* **Your goal**
Return the entries below in full. Keep every word as it is.

Dataset items:
-*-*-

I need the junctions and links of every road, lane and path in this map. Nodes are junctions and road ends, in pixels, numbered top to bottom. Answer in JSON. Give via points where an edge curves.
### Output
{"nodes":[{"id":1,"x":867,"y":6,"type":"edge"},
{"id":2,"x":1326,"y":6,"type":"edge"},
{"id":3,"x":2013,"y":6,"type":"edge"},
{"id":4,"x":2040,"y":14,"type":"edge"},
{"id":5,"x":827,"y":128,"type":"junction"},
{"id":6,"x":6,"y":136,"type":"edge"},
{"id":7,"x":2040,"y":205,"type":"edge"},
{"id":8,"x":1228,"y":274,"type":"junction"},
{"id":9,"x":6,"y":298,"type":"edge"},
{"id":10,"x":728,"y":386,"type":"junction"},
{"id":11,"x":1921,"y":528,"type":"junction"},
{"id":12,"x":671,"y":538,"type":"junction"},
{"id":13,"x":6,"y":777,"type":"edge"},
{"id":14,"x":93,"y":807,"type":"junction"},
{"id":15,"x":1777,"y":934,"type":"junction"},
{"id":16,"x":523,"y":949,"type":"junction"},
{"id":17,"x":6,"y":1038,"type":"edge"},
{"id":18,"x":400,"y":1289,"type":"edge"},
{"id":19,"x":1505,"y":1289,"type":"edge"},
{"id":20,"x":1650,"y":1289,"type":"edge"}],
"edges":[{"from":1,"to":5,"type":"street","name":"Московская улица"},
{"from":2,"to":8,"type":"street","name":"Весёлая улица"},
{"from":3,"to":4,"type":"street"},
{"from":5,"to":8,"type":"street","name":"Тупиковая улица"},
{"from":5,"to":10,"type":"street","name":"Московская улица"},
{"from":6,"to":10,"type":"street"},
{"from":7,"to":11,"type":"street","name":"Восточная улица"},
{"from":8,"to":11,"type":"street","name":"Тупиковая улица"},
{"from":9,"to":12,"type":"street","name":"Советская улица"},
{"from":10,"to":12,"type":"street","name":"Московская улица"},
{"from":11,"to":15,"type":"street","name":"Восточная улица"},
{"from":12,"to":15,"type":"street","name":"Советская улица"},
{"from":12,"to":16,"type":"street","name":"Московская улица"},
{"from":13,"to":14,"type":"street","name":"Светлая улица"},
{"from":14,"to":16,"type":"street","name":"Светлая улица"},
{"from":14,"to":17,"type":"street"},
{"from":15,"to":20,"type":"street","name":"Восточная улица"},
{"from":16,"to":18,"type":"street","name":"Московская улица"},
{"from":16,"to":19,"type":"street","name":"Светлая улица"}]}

-*-*-

* **Completed task**
I need the junctions and links of every road, lane and path in this map. Nodes are junctions and road ends, in pixels, numbered top to bottom. Answer in JSON. Give via points where an edge curves.
### Output
{"nodes":[{"id":1,"x":867,"y":6,"type":"edge"},
{"id":2,"x":1326,"y":6,"type":"edge"},
{"id":3,"x":2013,"y":6,"type":"edge"},
{"id":4,"x":2040,"y":14,"type":"edge"},
{"id":5,"x":827,"y":128,"type":"junction"},
{"id":6,"x":6,"y":136,"type":"edge"},
{"id":7,"x":2040,"y":205,"type":"edge"},
{"id":8,"x":1228,"y":274,"type":"junction"},
{"id":9,"x":6,"y":298,"type":"edge"},
{"id":10,"x":728,"y":386,"type":"junction"},
{"id":11,"x":1921,"y":528,"type":"junction"},
{"id":12,"x":671,"y":538,"type":"junction"},
{"id":13,"x":6,"y":777,"type":"edge"},
{"id":14,"x":93,"y":807,"type":"junction"},
{"id":15,"x":1777,"y":934,"type":"junction"},
{"id":16,"x":523,"y":949,"type":"junction"},
{"id":17,"x":6,"y":1038,"type":"edge"},
{"id":18,"x":400,"y":1289,"type":"edge"},
{"id":19,"x":1505,"y":1289,"type":"edge"},
{"id":20,"x":1650,"y":1289,"type":"edge"}],
"edges":[{"from":1,"to":5,"type":"street","name":"Московская улица"},
{"from":2,"to":8,"type":"street","name":"Весёлая улица"},
{"from":3,"to":4,"type":"street"},
{"from":5,"to":8,"type":"street","name":"Тупиковая улица"},
{"from":5,"to":10,"type":"street","name":"Московская улица"},
{"from":6,"to":10,"type":"street"},
{"from":7,"to":11,"type":"street","name":"Восточная улица"},
{"from":8,"to":11,"type":"street","name":"Тупиковая улица"},
{"from":9,"to":12,"type":"street","name":"Советская улица"},
{"from":10,"to":12,"type":"street","name":"Московская улица"},
{"from":11,"to":15,"type":"street","name":"Восточная улица"},
{"from":12,"to":15,"type":"street","name":"Советская улица"},
{"from":12,"to":16,"type":"street","name":"Московская улица"},
{"from":13,"to":14,"type":"street","name":"Светлая улица"},
{"from":14,"to":16,"type":"street","name":"Светлая улица"},
{"from":14,"to":17,"type":"street"},
{"from":15,"to":20,"type":"street","name":"Восточная улица"},
{"from":16,"to":18,"type":"street","name":"Московская улица"},
{"from":16,"to":19,"type":"street","name":"Светлая улица"}]}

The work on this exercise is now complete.